In December, Texas Attorney General Paxton filed a complaint about our ad tech business and hired contingency-fee plaintiff lawyers to handle the case. We look forward to showing in court why AG Paxton’s allegations are wrong. But given some of the misleading claims that have been circulating—in particular, the inaccurate portrayal of our well-publicized “Open Bidding” agreement with Facebook—we wanted to set the record straight.
About our ad services
Ad tech helps websites and apps make money and fund high-quality content. It also helps our advertising partners—most of whom are small merchants—reach customers and grow their businesses.
AG Paxton tries to paint Google’s involvement in this industry as nefarious. The opposite is true. Unlike some B2B companies in this space, a consumer internet company like Google has an incentive to maintain a positive user experience and a sustainable internet that works for all—consumers, advertisers and publishers.
For example, as we’ve built our ad tech products, we have given people granular controls over how their information is used to personalize ads and limited the sharing of personal data to safeguard people’s privacy. We’ve invested in detecting and blocking harmful ads that violate our policies. We also build tools that load content and ads faster; block scammy ad experiences like pop-ups; and reduce the number of intrusive, annoying ads through innovations like skippable ads.
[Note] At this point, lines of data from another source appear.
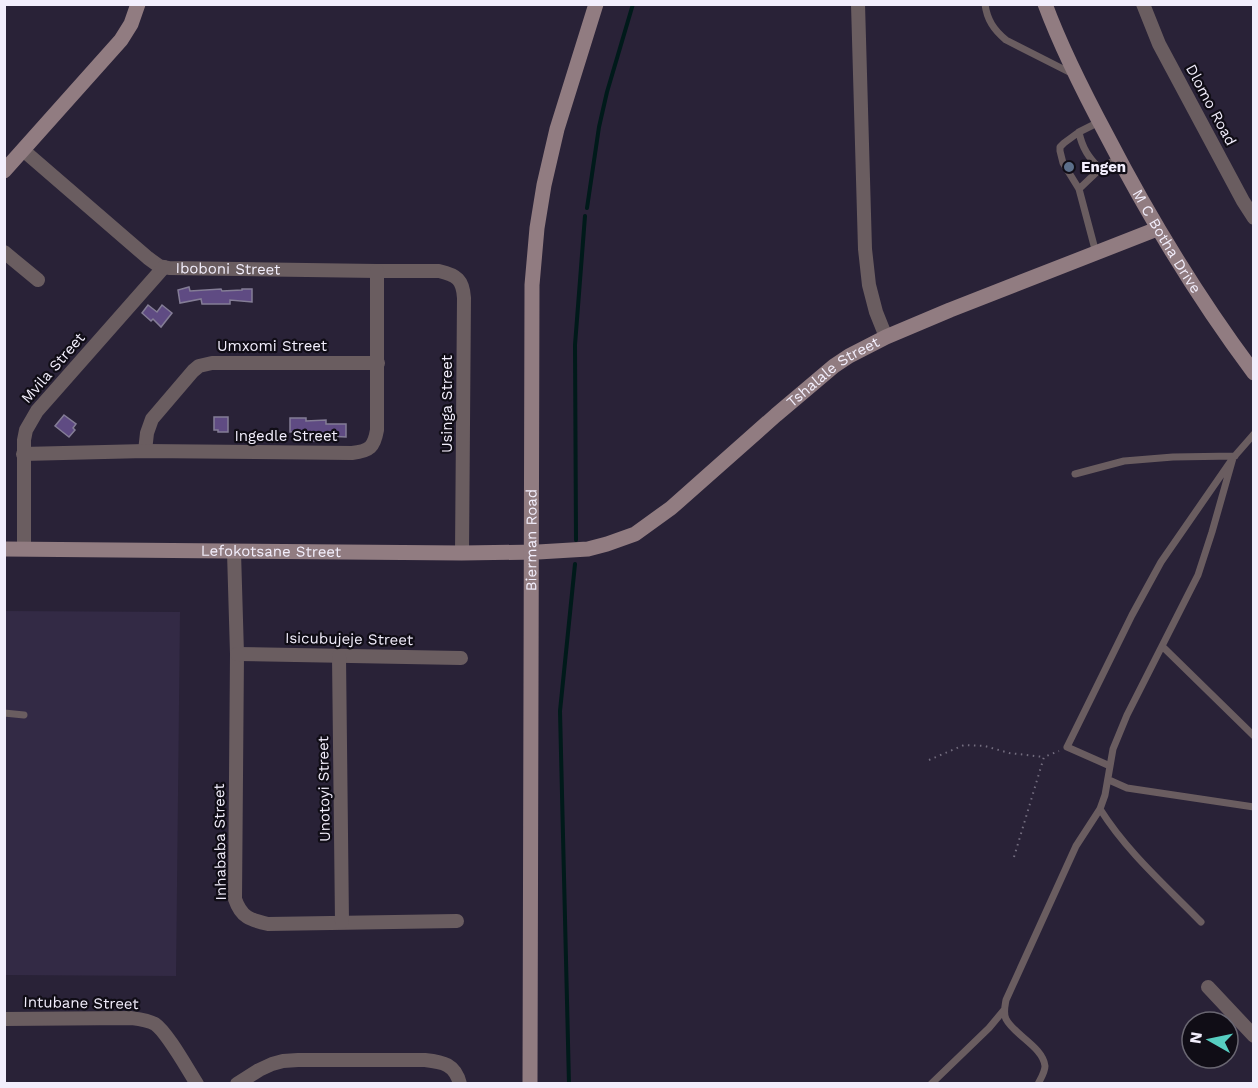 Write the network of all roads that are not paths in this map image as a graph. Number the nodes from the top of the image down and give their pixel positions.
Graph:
1 (138, 4) edge
2 (596, 4) edge
3 (602, 4) edge
4 (858, 4) edge
5 (985, 4) edge
6 (1045, 4) edge
7 (1143, 4) edge
8 (1076, 75) junction
9 (1099, 122) junction
10 (1079, 132) junction
11 (23, 150) junction
12 (1118, 158) junction
13 (1100, 169) junction
14 (4, 171) edge
15 (1079, 189) junction
16 (1254, 218) edge
17 (1157, 229) junction
18 (4, 252) edge
19 (1096, 253) junction
20 (164, 267) junction
21 (439, 271) joint
22 (377, 272) junction
23 (38, 280) dead end
24 (886, 337) junction
25 (378, 363) junction
26 (1254, 373) edge
27 (1254, 434) edge
28 (145, 451) junction
29 (23, 454) junction
30 (1234, 457) junction
31 (1075, 474) dead end
32 (4, 549) edge
33 (24, 549) junction
34 (234, 552) junction
35 (535, 552) junction
36 (462, 553) junction
37 (1163, 647) junction
38 (237, 654) junction
39 (339, 656) junction
40 (461, 658) dead end
41 (4, 713) edge
42 (24, 715) dead end
43 (1254, 736) edge
44 (1110, 766) junction
45 (1108, 780) junction
46 (1254, 807) edge
47 (1100, 809) junction
48 (457, 921) dead end
49 (342, 922) junction
50 (1202, 922) dead end
51 (1208, 987) dead end
52 (1004, 1010) junction
53 (4, 1019) edge
54 (1254, 1036) edge
55 (197, 1083) edge
56 (237, 1083) edge
57 (460, 1083) edge
58 (530, 1083) edge
59 (537, 1083) edge
60 (931, 1083) edge
61 (1038, 1083) edge

1 - 11 main road
2 - 35 main road, Bierman Road
3 - 35 main road, Bierman Road
4 - 24 street
5 - 8 lane
6 - 8 main road, M C Botha Drive
7 - 16 street, Dlomo Road
8 - 9 main road, M C Botha Drive
9 - 10 lane
9 - 12 main road, M C Botha Drive
10 - 13 lane
10 - 15 lane
11 - 14 main road
11 - 20 street, Iboboni Street
12 - 13 lane
12 - 17 main road, M C Botha Drive
13 - 15 lane
15 - 19 lane
17 - 19 main road, Tshalale Street
17 - 26 main road, M C Botha Drive
18 - 23 street
19 - 24 main road, Tshalale Street
20 - 22 street, Iboboni Street
20 - 29 street, Mvila Street
21 - 22 street, Iboboni Street
21 - 36 street, Usinga Street
22 - 25 street, Ingedle Street
24 - 35 main road, Tshalale Street
25 - 28 street, Umxomi Street
25 - 28 street, Ingedle Street
27 - 30 lane
28 - 29 street, Ingedle Street
29 - 33 street, Mvila Street
30 - 31 lane
30 - 37 lane
30 - 44 lane
32 - 33 main road, Lefokotsane Street
33 - 34 main road, Lefokotsane Street
34 - 36 main road, Lefokotsane Street
34 - 38 street, Inhababa Street
35 - 36 main road, Lefokotsane Street
35 - 58 main road, Bierman Road
35 - 59 main road, Bierman Road
37 - 43 lane
37 - 44 lane
38 - 39 street, Isicubujeje Street
38 - 49 street, Inhababa Street
39 - 40 street, Isicubujeje Street
39 - 49 street, Unotoyi Street
41 - 42 lane
44 - 45 lane
45 - 46 lane
45 - 47 lane
47 - 50 lane
47 - 52 lane
48 - 49 street, Inhababa Street
51 - 54 street
52 - 60 lane
52 - 61 lane
53 - 55 street, Intubane Street
56 - 57 street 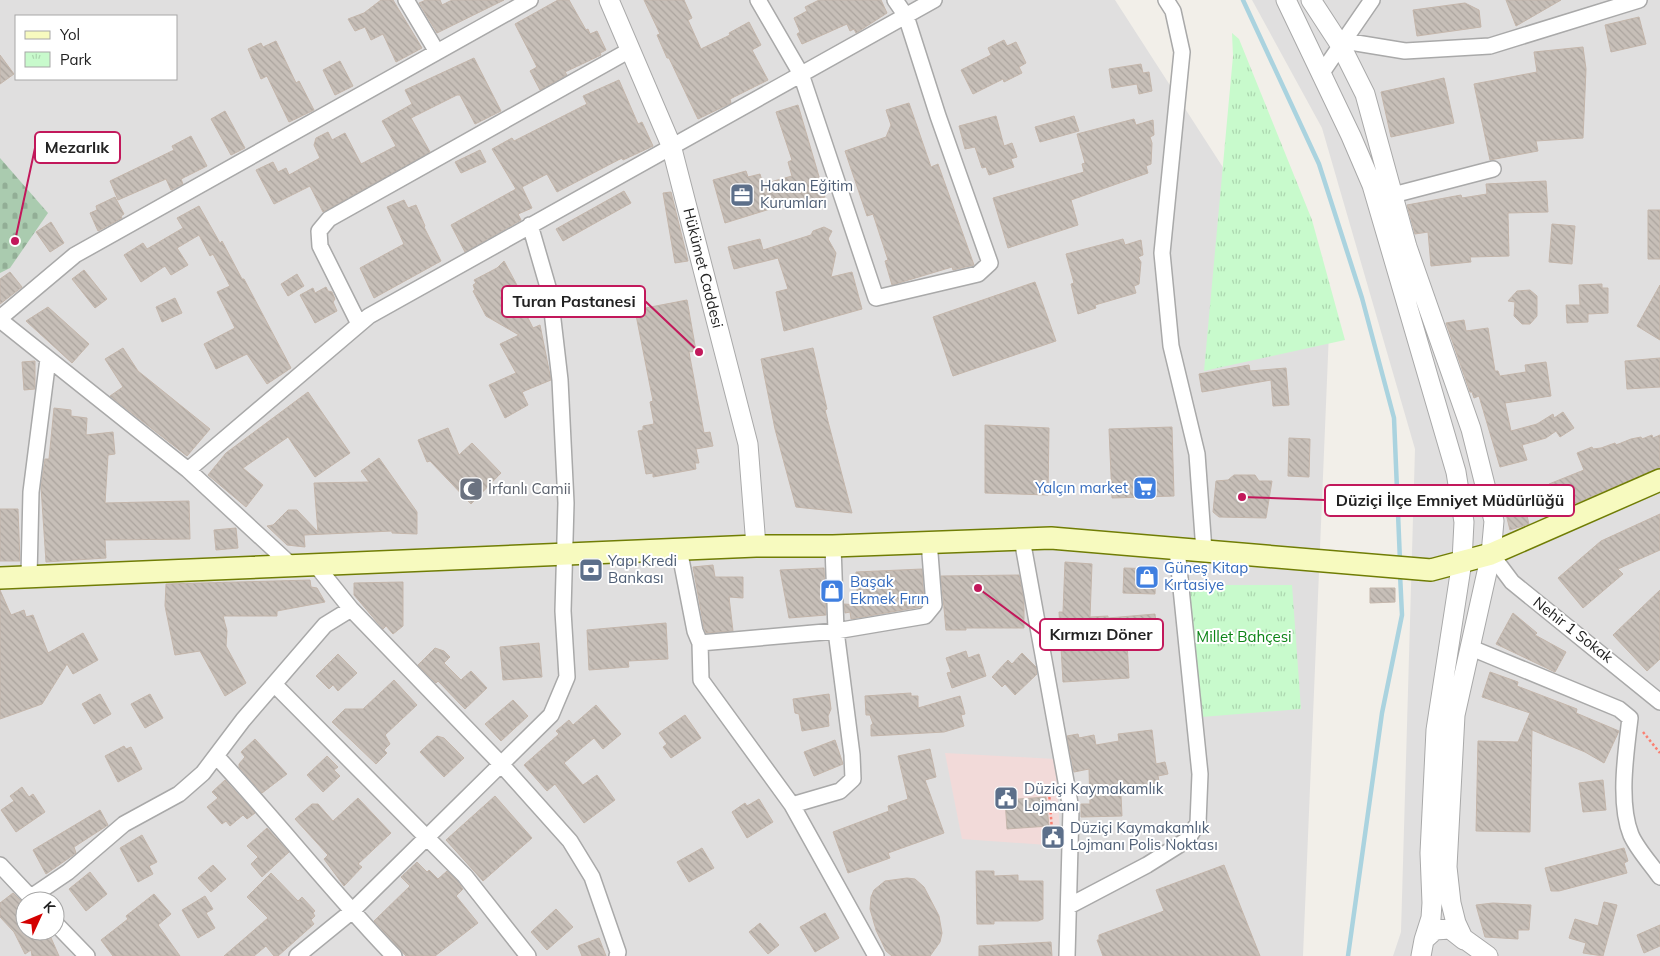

Those tools not only help people, but by building trust, promote the sustainability of the free and open internet.
We’ve worked to be open and upfront with the industry about the improvements we make to our technologies. We try to do the right thing as we balance the concerns of publishers, advertisers, and the people who use our services. Our ad tech rivals and large partners may not always like every decision we make—we’re never going to be able to please everybody. But that’s hardly evidence of wrongdoing and certainly not a credible basis for an antitrust lawsuit.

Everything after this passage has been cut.